Porém nas suas primeiras investidas na arte da escrita é impossível que você
não copie, adaptando-os às suas necessidades expressivas, os giros de linguagem
que aprendeu em Machado de Assis, Eça de Queiroz, Camilo Castelo Branco,
Balzac, Stendhal e não sei mais quantos. Esse exercício, se você é um escritor
sério, continua pela vida a fora. Quando conheci Herberto Sales – que Otto Maria
Carpeaux julgava o escritor dotado de mais consciência artística já nascido
neste país --, ele estava sentado no saguão do Hotel Glória com um volume de
Proust e um caderninho onde anotava cada solução expressiva encontrada pelo
romancista, para usá-la a seu modo quando precisasse. Já era um homem de
setenta e tantos anos, e ainda estava praticando as lições do velho Antoine
Albalat.[1] É assim, por acumulação e diversificação dos recursos aprendidos,
que se forma, pari passu com a evolução natural da personalidade, o estilo
pessoal que singulariza um escritor entre todos.

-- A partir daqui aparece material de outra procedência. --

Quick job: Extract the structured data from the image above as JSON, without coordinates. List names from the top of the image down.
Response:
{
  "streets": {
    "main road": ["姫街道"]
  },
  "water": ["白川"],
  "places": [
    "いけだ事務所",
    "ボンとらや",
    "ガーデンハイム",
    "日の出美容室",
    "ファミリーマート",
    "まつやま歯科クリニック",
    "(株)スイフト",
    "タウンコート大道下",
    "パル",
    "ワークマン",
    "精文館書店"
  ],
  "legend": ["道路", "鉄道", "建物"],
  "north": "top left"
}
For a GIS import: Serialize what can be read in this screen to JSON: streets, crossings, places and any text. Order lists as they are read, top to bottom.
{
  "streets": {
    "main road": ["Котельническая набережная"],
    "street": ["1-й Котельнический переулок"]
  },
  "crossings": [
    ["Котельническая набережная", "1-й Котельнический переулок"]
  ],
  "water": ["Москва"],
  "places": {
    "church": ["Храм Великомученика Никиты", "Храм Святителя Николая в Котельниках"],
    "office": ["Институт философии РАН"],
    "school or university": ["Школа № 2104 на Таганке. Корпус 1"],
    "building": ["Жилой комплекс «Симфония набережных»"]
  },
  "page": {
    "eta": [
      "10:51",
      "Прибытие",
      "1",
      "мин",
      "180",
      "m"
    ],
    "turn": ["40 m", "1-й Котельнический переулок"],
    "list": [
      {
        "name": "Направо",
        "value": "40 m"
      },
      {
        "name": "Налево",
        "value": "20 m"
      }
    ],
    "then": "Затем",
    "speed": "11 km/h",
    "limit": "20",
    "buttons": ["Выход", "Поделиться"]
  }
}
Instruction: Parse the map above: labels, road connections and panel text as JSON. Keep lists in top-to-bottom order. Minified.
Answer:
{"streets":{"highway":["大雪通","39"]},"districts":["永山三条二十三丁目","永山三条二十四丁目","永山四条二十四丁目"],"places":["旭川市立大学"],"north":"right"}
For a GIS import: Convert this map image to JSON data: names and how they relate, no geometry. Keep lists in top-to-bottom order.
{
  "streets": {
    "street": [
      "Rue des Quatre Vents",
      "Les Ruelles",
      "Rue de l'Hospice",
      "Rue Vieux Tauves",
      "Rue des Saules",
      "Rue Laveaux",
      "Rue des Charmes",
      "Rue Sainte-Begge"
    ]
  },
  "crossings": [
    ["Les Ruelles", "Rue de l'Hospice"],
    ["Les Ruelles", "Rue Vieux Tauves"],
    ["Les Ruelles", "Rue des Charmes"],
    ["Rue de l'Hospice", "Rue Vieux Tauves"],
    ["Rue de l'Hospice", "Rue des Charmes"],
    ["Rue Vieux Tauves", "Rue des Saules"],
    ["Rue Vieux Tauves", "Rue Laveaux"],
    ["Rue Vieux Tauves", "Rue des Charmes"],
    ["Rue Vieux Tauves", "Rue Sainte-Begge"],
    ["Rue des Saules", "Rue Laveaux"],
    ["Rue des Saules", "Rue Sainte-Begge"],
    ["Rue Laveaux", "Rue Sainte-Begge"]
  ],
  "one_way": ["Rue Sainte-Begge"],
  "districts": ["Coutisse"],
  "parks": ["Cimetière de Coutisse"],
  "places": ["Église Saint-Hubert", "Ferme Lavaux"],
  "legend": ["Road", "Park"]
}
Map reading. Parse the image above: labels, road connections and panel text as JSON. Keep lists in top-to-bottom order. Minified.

T. S. Eliot ensinava que um
escritor só é verdadeiramente grande quando nos seus escritos transparece, como
em filigrana, toda a história da arte literária.
Em outros tipos de aprendizado, a imitação é ainda mais
decisiva. Nas artes marciais e na ginástica, quantas vezes você não tem de
repetir o gesto do seu instrutor até aprender a produzi-lo por si próprio! Na
música, quantas performances magistrais o pianista não aprende de cor até produzir
a sua própria!
Nas ciências e na tecnologia, o manejo de equipamentos
complexos nunca se aprende só em manuais de instrução: o aluno tem de ver e
imitar o técnico mais experiente, num processo de assimilação sutil que
engloba, em doses consideráveis, a transmissão não-verbal. [2]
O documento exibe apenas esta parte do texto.